Given records Start Marker

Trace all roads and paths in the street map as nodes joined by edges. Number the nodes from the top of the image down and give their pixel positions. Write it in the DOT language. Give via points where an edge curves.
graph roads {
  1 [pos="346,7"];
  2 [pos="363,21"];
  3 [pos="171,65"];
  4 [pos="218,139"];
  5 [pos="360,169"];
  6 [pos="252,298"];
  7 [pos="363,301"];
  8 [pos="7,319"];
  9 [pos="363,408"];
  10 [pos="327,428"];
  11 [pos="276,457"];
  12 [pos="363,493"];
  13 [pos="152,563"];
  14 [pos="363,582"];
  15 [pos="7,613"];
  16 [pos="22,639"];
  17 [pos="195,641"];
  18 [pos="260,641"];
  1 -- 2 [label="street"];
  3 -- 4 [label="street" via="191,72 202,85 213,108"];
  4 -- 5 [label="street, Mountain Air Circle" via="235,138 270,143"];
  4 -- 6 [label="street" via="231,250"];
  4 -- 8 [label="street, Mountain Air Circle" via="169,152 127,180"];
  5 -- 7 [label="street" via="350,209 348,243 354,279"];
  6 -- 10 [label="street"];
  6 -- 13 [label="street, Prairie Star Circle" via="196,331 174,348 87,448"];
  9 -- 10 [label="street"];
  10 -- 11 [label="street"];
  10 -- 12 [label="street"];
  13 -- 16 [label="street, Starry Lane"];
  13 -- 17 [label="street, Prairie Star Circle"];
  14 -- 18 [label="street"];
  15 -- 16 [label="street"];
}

Given records End Marker

§ Exercise prompt
The full set of records should be duplicated exactly.

§ Answer below
Trace all roads and paths in the street map as nodes joined by edges. Number the nodes from the top of the image down and give their pixel positions. Write it in the DOT language. Give via points where an edge curves.
graph roads {
  1 [pos="346,7"];
  2 [pos="363,21"];
  3 [pos="171,65"];
  4 [pos="218,139"];
  5 [pos="360,169"];
  6 [pos="252,298"];
  7 [pos="363,301"];
  8 [pos="7,319"];
  9 [pos="363,408"];
  10 [pos="327,428"];
  11 [pos="276,457"];
  12 [pos="363,493"];
  13 [pos="152,563"];
  14 [pos="363,582"];
  15 [pos="7,613"];
  16 [pos="22,639"];
  17 [pos="195,641"];
  18 [pos="260,641"];
  1 -- 2 [label="street"];
  3 -- 4 [label="street" via="191,72 202,85 213,108"];
  4 -- 5 [label="street, Mountain Air Circle" via="235,138 270,143"];
  4 -- 6 [label="street" via="231,250"];
  4 -- 8 [label="street, Mountain Air Circle" via="169,152 127,180"];
  5 -- 7 [label="street" via="350,209 348,243 354,279"];
  6 -- 10 [label="street"];
  6 -- 13 [label="street, Prairie Star Circle" via="196,331 174,348 87,448"];
  9 -- 10 [label="street"];
  10 -- 11 [label="street"];
  10 -- 12 [label="street"];
  13 -- 16 [label="street, Starry Lane"];
  13 -- 17 [label="street, Prairie Star Circle"];
  14 -- 18 [label="street"];
  15 -- 16 [label="street"];
}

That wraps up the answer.